*** Opening of INPUT RECORDS ***
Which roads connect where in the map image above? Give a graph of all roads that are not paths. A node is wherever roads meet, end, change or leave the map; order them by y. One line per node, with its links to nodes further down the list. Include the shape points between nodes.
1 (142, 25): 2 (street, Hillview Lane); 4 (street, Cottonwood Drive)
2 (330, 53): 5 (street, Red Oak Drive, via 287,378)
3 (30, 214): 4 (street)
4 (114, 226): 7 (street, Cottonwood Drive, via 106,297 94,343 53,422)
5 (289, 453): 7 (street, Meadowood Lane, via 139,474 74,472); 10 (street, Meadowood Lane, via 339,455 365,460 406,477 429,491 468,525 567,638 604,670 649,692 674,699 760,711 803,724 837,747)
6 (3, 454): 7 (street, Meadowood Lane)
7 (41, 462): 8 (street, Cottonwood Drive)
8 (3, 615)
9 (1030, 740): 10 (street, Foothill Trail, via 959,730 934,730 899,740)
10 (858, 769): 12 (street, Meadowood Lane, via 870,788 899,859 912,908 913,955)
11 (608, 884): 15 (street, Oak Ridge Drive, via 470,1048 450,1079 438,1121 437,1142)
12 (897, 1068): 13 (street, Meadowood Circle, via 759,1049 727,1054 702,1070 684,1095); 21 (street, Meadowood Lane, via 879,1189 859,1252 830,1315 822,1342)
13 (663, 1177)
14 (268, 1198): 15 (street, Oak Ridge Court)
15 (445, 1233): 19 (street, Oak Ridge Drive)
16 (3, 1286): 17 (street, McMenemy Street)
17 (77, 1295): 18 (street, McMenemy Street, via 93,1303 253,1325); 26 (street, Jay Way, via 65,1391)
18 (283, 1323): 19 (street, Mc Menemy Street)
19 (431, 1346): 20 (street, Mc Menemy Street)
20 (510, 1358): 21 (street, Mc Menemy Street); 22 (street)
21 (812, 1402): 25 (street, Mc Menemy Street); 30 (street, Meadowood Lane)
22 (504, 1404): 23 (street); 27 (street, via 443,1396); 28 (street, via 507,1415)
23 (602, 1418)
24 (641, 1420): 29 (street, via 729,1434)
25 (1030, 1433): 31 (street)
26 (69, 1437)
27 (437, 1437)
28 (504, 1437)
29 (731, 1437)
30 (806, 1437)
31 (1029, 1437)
*** Close of INPUT RECORDS ***
▸ REQUIRED ACTION
Within the data above, count the lines that contain the string "McMenemy"; the reply is the number alone.

▸ ANSWER FOR THE TASK
2